La nacionalización de la banca se ha presentado ante la opinión pública francesa como un instrumento para acometer la modernización de la economía, capaz de suscitar la capacidad de creación de los empresarios mediante un crecimiento de la inversión. Los socialistas afirman que el sector bancario privado no estaba adaptado a un sistema de financiación en el que debe predominar la búsqueda de la rentabilidad a largo plazo. Incluso se acusa a la banca privada de la desindustrialización francesa. Es probablemente cierto que los mercados financieros están menos desarrollados en Francia que en sus competidores industriales, lo que repercute en la financiación de las empresas. Ahora bien, esto más bien parece el resultado del intervencionismo francés, en el que la oligarquía financiera, pero también el Estado protector, han tenido responsabilidades compartidas.
El desarrollo de los mercados financieros no es, en teoría, incompatible con la existencia de una banca nacionalizada, pero hasta ahora la libertad de mercado y un bajo nivel de regulaciones se han mostrado más eficientes en esta tarea. En cualquier caso, la nacionalización del crédito en Francia parece inscribirse en un proyecto más ambicioso de acercar el Estado y el poder a la sociedad, y suscitar una conciencia de integración nacional que propicie una etapa de desarrollo económico. De algún modo sería una especie de reencuentro con la planificación democrática de los años cincuenta y sesenta, en donde las empresas nacionales desempeñarían el papel de locomotoras del vagón de las pequeñas y medianas empresas.

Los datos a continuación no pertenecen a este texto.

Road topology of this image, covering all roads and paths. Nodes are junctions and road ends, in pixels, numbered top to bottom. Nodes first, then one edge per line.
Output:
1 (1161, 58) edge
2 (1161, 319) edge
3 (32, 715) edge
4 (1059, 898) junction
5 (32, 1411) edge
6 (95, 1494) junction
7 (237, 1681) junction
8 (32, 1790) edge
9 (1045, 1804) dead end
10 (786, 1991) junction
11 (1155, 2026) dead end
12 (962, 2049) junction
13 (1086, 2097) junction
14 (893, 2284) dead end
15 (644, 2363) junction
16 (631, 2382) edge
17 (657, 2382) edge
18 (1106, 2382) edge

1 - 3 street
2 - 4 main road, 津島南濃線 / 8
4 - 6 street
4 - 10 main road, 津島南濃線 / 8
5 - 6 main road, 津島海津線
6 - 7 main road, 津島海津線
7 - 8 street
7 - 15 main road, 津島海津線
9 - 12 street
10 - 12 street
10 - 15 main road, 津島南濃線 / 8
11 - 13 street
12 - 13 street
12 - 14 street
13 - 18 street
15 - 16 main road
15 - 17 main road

Esta estrategia viene amparada por una política monetaria y fiscal de signo claramente expansivo. Las autoridades económicas tratan así de convertir a Francia en la locomotora europea, sustituyendo a Alemania del Oeste en el que había sido su cometido tradicional. El dífícil equilibrio entre la defensa del franco, la contención de la inflación y un crecimiento lento, con programas de empleo relativamente eficaces, que había constituido la cautelosa política económica de Barre, es sustituido por una voluntad de crecimiento, displicente con los espinosos condicionantes económicos. La noticia es excelente para alemanes, ingleses, españoles, etcétera, que en plena crisis pueden confiar en la ventaja de un mercado próximo en desarrollo. Pero si Francia se propone mantener el objetivo del crecimiento y el empleo en medio de la crisis, como un nuevo Japón de Occidente, será preciso que consiga dominar dos temas básicos: control de la inflación y equilibrio de su balanza de pagos. En cualquier caso, el experimento francés constituye un reto apasionante digno de ser observado.